Source: http://www.salemnews.net, April 11, 2019
By: Mary Ann Greier
A faulty leak detection valve appeared to be the culprit for a gasoline leak at Circle K East which seeped into the basement of a neighboring home on Woodland Avenue, according to Salem Fire Chief Scott Mason.
Mason reported Wednesday that’s what he learned in his conversations with Ohio Environmental Protection Agency staff and contractors at the scene, which was confirmed by OEPA spokesman James Lee, who during a phone conversation with the Salem News said the source of the leak had been found.
He said a vaccuum truck was removing any pooled gasoline and workers would begin the process of removing contaminated soil. Contractors on the premises included American Environmental, hired by Circle K to handle the site survey and determine how to clean up the gasoline and conduct the remediation, and Tanknology, which conducted a pressure test on the tanks and the gas lines, according to Mason.
Mason said the gasoline was being removed from the inspection wells. He explained that a different contractor on the scene Tuesday reported not finding any gasoline in inspection wells for the tanks, but when the OEPA performed it’s own inspection, gasoline was found in the inspection wells. Mason said that means gasoline was present that shouldn’t have been, outside the tanks, and it was getting into the basement next door.

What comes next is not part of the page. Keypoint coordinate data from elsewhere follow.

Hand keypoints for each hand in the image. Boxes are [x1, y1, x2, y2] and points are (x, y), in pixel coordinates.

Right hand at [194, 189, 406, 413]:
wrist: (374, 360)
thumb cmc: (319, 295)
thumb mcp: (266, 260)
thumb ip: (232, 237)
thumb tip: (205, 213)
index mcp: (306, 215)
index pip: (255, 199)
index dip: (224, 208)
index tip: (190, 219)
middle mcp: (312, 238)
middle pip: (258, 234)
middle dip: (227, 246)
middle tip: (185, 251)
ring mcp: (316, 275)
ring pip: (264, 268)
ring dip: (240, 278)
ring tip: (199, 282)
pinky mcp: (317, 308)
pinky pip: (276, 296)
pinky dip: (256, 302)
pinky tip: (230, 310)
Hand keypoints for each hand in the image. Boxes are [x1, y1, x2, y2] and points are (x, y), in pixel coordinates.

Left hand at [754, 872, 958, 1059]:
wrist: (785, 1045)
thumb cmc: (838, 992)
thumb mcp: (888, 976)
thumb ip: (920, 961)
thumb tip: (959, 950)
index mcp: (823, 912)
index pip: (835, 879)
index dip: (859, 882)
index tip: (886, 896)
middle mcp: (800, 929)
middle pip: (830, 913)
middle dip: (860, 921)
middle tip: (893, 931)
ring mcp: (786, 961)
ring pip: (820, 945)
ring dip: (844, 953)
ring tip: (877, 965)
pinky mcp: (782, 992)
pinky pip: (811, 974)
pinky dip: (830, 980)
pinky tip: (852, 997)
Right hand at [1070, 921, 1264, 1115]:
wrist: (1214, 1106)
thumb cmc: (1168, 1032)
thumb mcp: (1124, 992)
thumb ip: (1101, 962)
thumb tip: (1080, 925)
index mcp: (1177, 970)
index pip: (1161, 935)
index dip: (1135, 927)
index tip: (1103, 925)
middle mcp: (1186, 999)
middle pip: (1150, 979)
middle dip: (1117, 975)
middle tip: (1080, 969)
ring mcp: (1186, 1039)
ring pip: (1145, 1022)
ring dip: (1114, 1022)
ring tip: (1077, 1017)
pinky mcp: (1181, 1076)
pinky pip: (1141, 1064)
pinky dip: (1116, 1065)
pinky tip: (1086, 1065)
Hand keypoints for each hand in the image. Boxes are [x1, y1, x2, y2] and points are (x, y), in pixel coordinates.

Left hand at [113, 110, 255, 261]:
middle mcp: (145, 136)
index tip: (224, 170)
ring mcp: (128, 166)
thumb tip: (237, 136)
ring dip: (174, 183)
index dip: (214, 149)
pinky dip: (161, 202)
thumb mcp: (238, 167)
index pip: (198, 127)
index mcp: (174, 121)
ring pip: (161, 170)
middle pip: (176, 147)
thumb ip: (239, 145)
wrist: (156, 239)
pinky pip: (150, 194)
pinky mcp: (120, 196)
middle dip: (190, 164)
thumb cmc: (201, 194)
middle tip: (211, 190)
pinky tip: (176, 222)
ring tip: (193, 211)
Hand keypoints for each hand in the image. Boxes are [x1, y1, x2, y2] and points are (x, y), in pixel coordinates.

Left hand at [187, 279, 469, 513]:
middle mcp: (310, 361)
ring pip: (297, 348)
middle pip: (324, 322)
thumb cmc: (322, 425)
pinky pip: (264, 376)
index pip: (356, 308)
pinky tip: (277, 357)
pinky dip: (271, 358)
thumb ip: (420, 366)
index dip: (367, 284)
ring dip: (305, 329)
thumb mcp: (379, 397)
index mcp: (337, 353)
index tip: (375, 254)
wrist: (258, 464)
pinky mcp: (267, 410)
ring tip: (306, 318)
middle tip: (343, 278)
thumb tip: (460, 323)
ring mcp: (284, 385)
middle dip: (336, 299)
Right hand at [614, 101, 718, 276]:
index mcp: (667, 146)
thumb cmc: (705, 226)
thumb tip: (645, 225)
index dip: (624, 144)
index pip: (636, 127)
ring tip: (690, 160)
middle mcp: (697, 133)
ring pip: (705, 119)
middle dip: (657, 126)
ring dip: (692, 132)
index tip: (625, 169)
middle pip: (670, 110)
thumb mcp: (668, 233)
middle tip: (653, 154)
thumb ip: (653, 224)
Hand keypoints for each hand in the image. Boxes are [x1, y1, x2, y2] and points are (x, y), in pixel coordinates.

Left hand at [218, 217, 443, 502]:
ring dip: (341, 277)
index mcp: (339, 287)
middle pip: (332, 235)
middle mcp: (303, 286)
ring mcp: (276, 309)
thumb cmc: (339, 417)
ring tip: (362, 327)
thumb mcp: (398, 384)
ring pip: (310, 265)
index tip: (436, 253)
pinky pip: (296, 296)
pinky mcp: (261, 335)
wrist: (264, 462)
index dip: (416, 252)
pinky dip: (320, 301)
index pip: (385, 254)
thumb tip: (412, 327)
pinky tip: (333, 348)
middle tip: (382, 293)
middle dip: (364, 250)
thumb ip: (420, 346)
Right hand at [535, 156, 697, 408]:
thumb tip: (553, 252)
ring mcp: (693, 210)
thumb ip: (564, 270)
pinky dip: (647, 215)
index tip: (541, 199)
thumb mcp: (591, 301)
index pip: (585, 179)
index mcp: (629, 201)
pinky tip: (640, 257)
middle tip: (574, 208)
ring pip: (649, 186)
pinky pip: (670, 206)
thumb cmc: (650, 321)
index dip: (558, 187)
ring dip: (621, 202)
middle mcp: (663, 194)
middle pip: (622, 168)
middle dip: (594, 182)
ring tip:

Lee said that Circle K was being cooperative in all aspects to address the leak and address the needs of the homeowners, who voluntarily left their home pending everything getting cleaned up. Natural gas to the home has been shut off pending the cleanup.
Cassie Hillyer, who lives in the home with her husband Sam, their 9-month-old son Sam Jr. and two puppies, one 8 weeks old and one 9 months old, said Circle K was treating them well and was paying for their hotel and provided them with a gift card. She said she just wants everything taken care of.
The family just purchased the property in December and kicked off the new year in their new home. When the leak occurred, she said “we really didn’t have anywhere to stay.” The puppies are staying with a relative who has a small home while the family stays in the hotel.
Besides Circle K, Hillyer said everyone has been helpful and specifically noted the help of the fire department and Mason, Salem Sewer & Drain and Columbia Gas. Salem Sewer & Drain and Columbia Gas had been on the scene Tuesday as part of the investigation
Mason said the fire department and Columbia Gas were initially called to the residence Monday for a gas odor, detecting just a slight odor that they thought could be coming through an open window, but the odor was a lot stronger on Tuesday. Columbia Gas had returned and Salem Sewer and Drain had come to the scene also. Both the city service and water departments and the city health department had been there, too, along with the first contractor Circle K had checking the fuel tanks and inspection wells for a gasoline leak. There had been no evidence of contaminants in the storm drains or sanitary sewer system.
Lee said there were no impacts to local drinking water and that gasoline was not leaking out of the fuel tanks.
“There will be followup by the OEPA,” he said.